**Task objective**
Search term "Drive": work out how many lines of the data below contain it, and answer with that number alone.

**Provided data**
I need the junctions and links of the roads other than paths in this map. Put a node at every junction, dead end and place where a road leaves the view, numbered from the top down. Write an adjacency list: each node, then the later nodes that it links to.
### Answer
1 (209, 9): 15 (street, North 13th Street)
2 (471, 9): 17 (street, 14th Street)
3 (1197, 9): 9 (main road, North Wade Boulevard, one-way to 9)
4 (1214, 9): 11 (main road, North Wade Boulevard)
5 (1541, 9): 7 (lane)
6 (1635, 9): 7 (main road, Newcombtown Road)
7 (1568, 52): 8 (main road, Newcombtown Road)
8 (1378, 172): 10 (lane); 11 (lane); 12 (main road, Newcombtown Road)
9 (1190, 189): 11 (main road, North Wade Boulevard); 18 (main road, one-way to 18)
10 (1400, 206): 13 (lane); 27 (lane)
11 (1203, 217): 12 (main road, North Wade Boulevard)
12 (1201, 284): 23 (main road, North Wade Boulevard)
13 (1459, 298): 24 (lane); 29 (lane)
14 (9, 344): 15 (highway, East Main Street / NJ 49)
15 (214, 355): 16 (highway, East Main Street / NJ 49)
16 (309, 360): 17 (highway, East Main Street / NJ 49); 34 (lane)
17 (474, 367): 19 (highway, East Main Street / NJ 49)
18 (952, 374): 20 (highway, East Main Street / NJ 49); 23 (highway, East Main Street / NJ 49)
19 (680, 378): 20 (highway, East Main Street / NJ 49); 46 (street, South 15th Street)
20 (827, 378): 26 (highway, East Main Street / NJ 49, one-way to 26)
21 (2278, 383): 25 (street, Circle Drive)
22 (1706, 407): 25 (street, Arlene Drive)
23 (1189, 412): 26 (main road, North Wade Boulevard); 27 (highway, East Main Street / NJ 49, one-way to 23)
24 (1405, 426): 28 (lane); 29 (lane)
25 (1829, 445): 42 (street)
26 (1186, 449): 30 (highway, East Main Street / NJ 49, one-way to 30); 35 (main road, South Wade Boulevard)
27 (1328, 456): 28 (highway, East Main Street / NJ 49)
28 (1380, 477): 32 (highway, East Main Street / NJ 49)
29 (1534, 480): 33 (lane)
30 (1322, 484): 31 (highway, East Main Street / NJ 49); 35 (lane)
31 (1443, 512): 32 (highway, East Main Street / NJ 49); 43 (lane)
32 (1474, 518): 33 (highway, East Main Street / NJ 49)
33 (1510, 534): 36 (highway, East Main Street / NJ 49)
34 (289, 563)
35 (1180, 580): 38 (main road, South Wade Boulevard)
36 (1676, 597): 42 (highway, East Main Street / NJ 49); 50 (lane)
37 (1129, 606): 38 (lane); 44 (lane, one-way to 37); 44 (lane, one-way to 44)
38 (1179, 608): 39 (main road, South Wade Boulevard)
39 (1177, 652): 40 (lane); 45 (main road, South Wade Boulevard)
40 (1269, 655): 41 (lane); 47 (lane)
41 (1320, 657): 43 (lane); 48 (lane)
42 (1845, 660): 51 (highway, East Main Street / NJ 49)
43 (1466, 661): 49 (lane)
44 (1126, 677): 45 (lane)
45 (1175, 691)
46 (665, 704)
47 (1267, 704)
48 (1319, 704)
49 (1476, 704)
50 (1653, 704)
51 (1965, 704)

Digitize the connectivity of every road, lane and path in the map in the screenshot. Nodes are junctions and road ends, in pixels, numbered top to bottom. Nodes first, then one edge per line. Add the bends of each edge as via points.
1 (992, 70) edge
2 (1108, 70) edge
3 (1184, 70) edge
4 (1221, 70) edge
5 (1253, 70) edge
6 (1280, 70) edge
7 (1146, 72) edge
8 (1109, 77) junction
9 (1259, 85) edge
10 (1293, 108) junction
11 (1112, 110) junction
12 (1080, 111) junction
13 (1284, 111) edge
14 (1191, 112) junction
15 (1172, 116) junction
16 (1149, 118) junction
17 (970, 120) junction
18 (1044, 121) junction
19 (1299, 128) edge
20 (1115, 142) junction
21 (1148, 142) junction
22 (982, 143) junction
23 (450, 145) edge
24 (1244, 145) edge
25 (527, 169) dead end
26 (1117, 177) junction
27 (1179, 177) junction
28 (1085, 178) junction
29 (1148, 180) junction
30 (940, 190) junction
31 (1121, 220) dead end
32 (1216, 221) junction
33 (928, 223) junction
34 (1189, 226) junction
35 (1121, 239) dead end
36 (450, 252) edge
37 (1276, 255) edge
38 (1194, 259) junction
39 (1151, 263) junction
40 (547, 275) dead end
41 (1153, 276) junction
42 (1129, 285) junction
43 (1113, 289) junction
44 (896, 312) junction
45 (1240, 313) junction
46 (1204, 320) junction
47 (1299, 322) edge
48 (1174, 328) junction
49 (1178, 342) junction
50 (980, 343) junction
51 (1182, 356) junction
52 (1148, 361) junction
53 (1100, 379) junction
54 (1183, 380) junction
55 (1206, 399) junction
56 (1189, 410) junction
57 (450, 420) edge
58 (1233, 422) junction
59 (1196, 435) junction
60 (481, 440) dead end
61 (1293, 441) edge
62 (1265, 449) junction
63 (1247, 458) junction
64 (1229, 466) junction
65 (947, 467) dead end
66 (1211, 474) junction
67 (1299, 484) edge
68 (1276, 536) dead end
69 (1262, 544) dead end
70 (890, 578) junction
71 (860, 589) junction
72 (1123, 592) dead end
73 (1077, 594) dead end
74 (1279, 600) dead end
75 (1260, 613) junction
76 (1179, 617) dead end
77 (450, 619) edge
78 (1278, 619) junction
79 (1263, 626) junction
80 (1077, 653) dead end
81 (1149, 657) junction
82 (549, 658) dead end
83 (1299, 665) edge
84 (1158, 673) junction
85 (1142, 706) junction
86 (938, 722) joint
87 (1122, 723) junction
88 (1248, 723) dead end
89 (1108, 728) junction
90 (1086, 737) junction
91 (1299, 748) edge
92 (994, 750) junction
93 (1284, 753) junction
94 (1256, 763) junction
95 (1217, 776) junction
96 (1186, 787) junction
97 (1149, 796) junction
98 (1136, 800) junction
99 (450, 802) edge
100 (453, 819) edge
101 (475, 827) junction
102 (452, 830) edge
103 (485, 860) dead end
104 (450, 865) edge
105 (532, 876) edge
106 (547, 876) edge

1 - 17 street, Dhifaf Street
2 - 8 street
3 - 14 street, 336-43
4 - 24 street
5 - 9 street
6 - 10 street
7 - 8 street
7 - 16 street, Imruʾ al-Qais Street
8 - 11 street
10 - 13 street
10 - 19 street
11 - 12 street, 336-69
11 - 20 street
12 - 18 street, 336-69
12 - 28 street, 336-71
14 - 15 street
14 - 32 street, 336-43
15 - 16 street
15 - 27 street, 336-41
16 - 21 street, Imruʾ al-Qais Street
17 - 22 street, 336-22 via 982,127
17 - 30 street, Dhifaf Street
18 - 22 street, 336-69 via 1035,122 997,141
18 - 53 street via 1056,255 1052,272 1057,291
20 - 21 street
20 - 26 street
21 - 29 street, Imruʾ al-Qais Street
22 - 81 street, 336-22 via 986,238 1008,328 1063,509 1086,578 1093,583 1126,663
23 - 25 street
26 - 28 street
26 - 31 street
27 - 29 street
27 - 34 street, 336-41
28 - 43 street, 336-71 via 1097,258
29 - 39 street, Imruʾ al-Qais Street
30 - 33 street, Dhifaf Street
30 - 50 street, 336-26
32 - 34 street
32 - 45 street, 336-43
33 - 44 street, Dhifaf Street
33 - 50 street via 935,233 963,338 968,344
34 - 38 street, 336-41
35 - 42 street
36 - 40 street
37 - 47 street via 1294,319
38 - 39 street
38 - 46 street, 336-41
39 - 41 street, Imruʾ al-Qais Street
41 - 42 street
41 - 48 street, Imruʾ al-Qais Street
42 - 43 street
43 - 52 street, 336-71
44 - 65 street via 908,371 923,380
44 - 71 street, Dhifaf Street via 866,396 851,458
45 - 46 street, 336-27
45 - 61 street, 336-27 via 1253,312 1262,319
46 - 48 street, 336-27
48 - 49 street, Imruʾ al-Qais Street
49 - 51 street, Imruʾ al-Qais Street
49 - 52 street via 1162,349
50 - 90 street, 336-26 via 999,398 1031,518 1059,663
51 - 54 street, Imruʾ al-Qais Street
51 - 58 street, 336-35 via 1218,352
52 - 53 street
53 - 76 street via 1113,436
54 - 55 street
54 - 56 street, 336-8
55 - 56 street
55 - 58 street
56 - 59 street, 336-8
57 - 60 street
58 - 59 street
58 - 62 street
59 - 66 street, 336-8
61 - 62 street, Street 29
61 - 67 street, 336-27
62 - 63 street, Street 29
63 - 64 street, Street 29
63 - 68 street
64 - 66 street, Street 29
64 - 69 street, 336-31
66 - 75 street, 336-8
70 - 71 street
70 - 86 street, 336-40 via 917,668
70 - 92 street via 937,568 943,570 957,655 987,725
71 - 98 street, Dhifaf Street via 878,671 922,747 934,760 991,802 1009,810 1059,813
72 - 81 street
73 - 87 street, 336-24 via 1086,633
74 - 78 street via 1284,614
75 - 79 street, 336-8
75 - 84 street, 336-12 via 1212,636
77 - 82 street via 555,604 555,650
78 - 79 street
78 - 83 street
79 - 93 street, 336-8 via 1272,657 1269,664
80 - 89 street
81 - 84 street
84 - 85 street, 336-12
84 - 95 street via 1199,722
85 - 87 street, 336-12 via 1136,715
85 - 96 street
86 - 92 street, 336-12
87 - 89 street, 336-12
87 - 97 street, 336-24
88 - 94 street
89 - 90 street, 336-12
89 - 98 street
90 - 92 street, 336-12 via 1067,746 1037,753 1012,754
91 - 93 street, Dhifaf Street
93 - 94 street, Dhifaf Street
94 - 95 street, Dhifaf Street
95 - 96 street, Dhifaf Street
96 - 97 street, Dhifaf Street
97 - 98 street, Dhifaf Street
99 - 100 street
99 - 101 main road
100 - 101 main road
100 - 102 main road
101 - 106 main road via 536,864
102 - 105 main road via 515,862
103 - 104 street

**Answer for this exercise**
2